Quando la scrittura diventa una minaccia: casi di mobbing e stalking.

In genere si pensa alla grafologia forense come a uno strumento utile solo in caso di firme false o testamenti contestati. Eppure, esiste un campo molto più sottile, ma altrettanto delicato, in cui la scrittura può diventare una vera e propria arma: i casi di mobbing e stalking.

Qui non si tratta soltanto di scrivere: si scrive per colpire, per umiliare, per ferire. A volte con un biglietto lasciato sulla scrivania, altre con una lettera anonima infilata nella borsa o con messaggi ossessivi e inquietanti. La scrittura, anche quando è dissimulata o travestita, lascia tracce. Il compito del grafologo è quello di individuarle, leggerle, e farle parlare.

Il mobbing: la persecuzione sottile del quotidiano

Nel mobbing, le offese non sempre gridano: spesso sussurrano. Un post-it “dimenticato” con un commento sarcastico, una correzione scritta a mano su un documento comune con toni svalutanti, un messaggio lasciato sul monitor del computer che pare innocuo, ma che colpisce dove fa più male.

Il grafologo forense, in questi contesti, ha un compito triplice:

Attribuire la paternità della scrittura, quando l’autore nega.

Analizzare lo stile grafico come spia dello stato d’animo: rabbia, frustrazione, ossessione, sarcasmo.

Ricostruire la ripetitività di un comportamento ostile, utile a confermare una strategia persecutoria.

In molti casi, infatti, la scrittura tradisce più di quanto l’autore vorrebbe. Un tratto aggressivo, una pressione alterata, una firma affrettata: piccoli segnali che il grafologo può raccogliere e decifrare.

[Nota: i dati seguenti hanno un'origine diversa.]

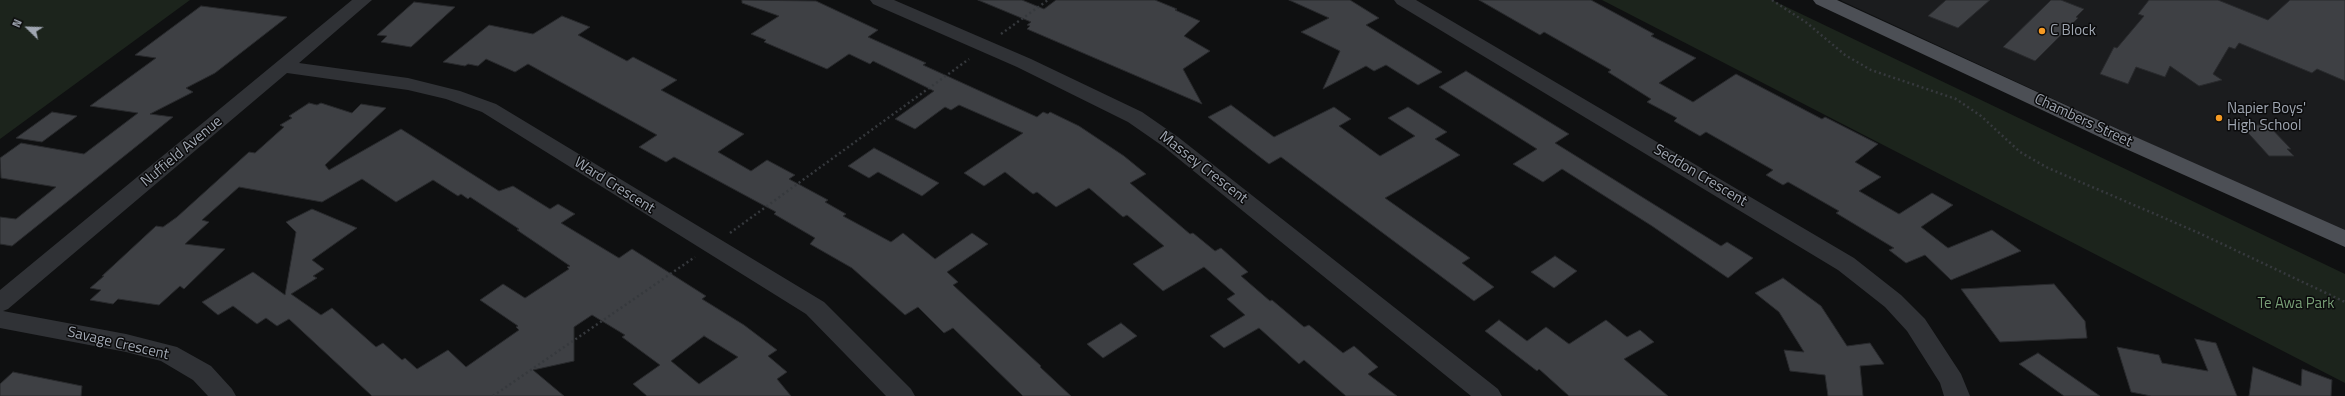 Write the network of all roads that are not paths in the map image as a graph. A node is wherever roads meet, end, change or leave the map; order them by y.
1 (363, 0) edge
2 (879, 0) edge
3 (1403, 0) edge
4 (1822, 0) edge
5 (283, 67) junction
6 (2345, 239) edge
7 (0, 303) edge
8 (0, 319) edge
9 (223, 396) edge
10 (902, 396) edge
11 (1490, 396) edge
12 (1957, 396) edge

1 - 5 street, Nuffield Avenue
2 - 11 street, Massey Crescent
3 - 12 street, Seddon Crescent
4 - 6 main road, Chambers Street
5 - 7 street, Nuffield Avenue
5 - 10 street, Ward Crescent
8 - 9 street, Savage Crescent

Stalking: scrivere per controllare

Nel caso dello stalking, la scrittura diventa lo strumento per esercitare un controllo costante. Lettere non richieste, messaggi d’amore insistenti, oppure frasi minacciose che arrivano su carta, su oggetti, su superfici diverse.

Chi scrive spesso tenta di camuffare la propria grafia: cambia inclinazione, usa la stampa maiuscola, scrive con la mano non dominante. Ma il gesto grafico è personale e radicato: qualcosa, quasi sempre, sfugge al controllo. Un dettaglio ricorrente, un modulo ripetuto, un ritmo del tratto che ritorna.

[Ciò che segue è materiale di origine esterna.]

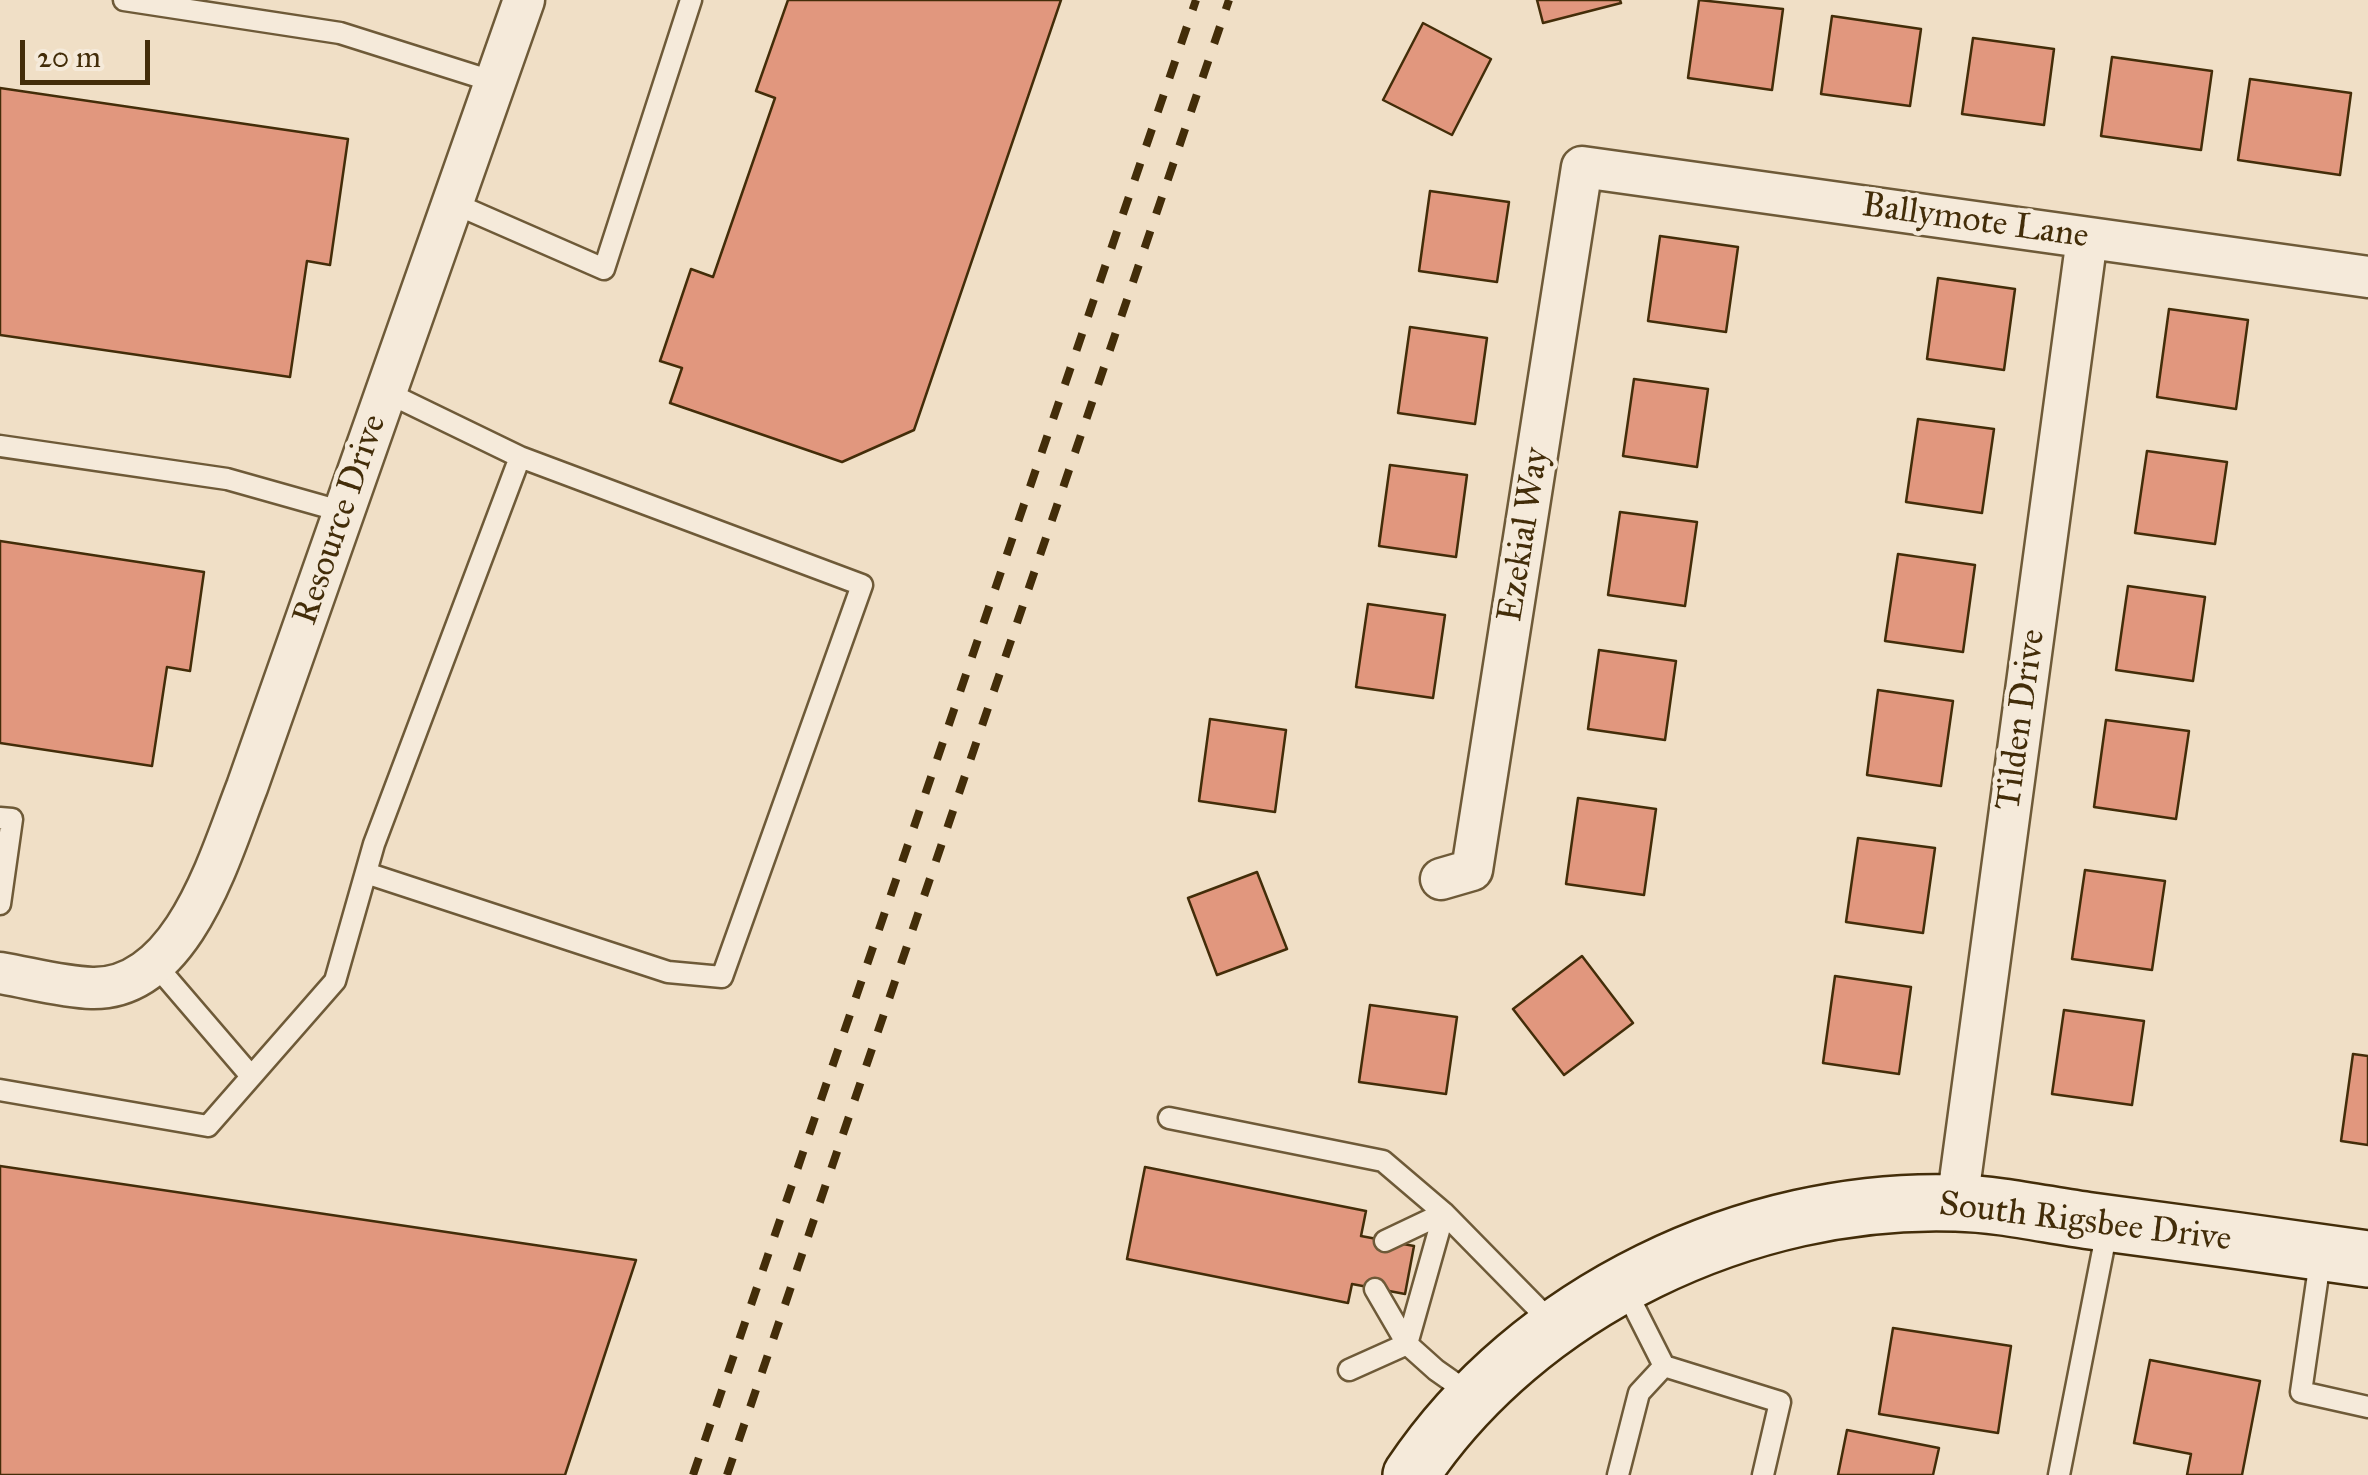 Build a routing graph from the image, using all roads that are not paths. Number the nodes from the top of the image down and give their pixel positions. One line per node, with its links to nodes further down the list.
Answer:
1 (124, 0): 4 (lane)
2 (524, 0): 4 (street, Resource Drive)
3 (691, 0): 6 (lane)
4 (495, 82): 6 (street, Resource Drive)
5 (1582, 167): 7 (street, Ballymote Lane); 15 (street, Ezekial Way)
6 (453, 203): 9 (street, Resource Drive)
7 (2087, 238): 8 (street, Ballymote Lane); 22 (street, Tilden Drive)
8 (2368, 278)
9 (386, 392): 11 (lane); 12 (street, Resource Drive)
10 (0, 446): 12 (lane)
11 (520, 457): 14 (lane); 14 (lane)
12 (344, 512): 17 (street, Resource Drive)
13 (0, 818): 16 (lane)
14 (366, 873): 19 (lane)
15 (1440, 879)
16 (0, 904)
17 (154, 963): 18 (street, Resource Drive); 19 (lane)
18 (0, 973)
19 (251, 1076): 20 (lane)
20 (0, 1090)
21 (1169, 1118): 23 (lane)
22 (1957, 1202): 24 (street, South Rigsbee Drive); 27 (street, South Rigsbee Drive)
23 (1444, 1212): 25 (lane); 29 (lane); 30 (lane)
24 (2108, 1223): 26 (street, South Rigsbee Drive); 38 (lane)
25 (1385, 1241)
26 (2344, 1256): 34 (lane)
27 (1623, 1285): 29 (street, South Rigsbee Drive); 31 (lane)
28 (1375, 1289): 30 (lane)
29 (1556, 1328): 33 (street, South Rigsbee Drive)
30 (1406, 1344): 32 (lane); 33 (lane)
31 (1664, 1366): 36 (lane); 37 (lane)
32 (1349, 1370)
33 (1475, 1397): 35 (street, South Rigsbee Drive)
34 (2368, 1407)
35 (1411, 1475)
36 (1618, 1475)
37 (1763, 1475)
38 (2059, 1475)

La grafologia forense, in questi casi, può:

comparare lettere anonime con scritture conosciute,

analizzare gli elementi stilistici non modificabili,

fornire una valutazione di compatibilità con un soggetto sospettato.

Scritture come prova: quando contano in sede legale

Perché una scrittura sia considerata prova in sede giudiziaria, è fondamentale che:

sia originale (non solo in fotocopia),

sia acquisita correttamente,

siano presenti scritture comparabili del presunto autore.

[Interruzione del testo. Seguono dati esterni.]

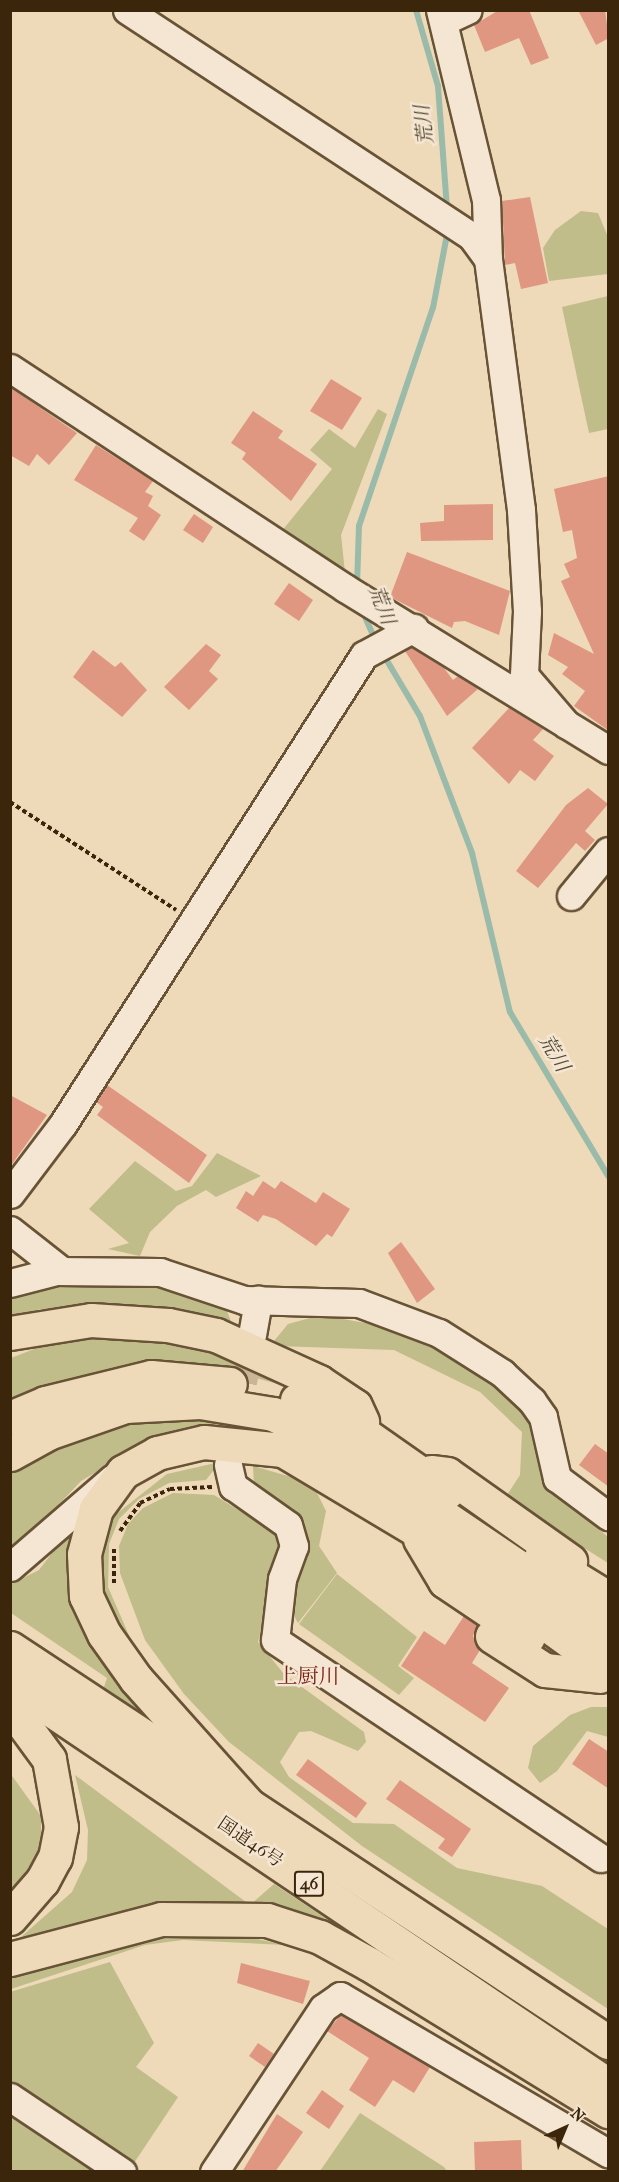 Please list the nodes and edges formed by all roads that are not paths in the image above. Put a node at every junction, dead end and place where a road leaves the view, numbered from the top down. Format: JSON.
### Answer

Il grafologo lavora con metodo: confronto metrico, analisi morfologica, verifica di spontaneità, osservazione del gesto grafico. Ogni tratto viene misurato, confrontato, contestualizzato. La perizia non è un’opinione: è una ricostruzione fondata.

L’etica del grafologo nei casi sensibili

Analizzare scritture in contesti di mobbing o stalking significa entrare in dinamiche complesse, a volte dolorose. Chi ha subito minacce o umiliazioni può essere fragile, disorientato. Il grafologo ha una responsabilità etica: accogliere, ascoltare e restituire senso ai segni.

Ogni perizia deve essere rigorosa, ma anche rispettosa. Non si tratta di “giudicare” chi scrive, ma di dare voce ai segni, perché possano essere letti da chi ha il compito di fare giustizia.

La grafologia forense, in questi casi, non è solo tecnica. È strumento di riconoscimento, di tutela, di verità. Perché a volte, per ricostruire la realtà, basta sapere dove guardare. E come leggere quello che gli altri non vedono.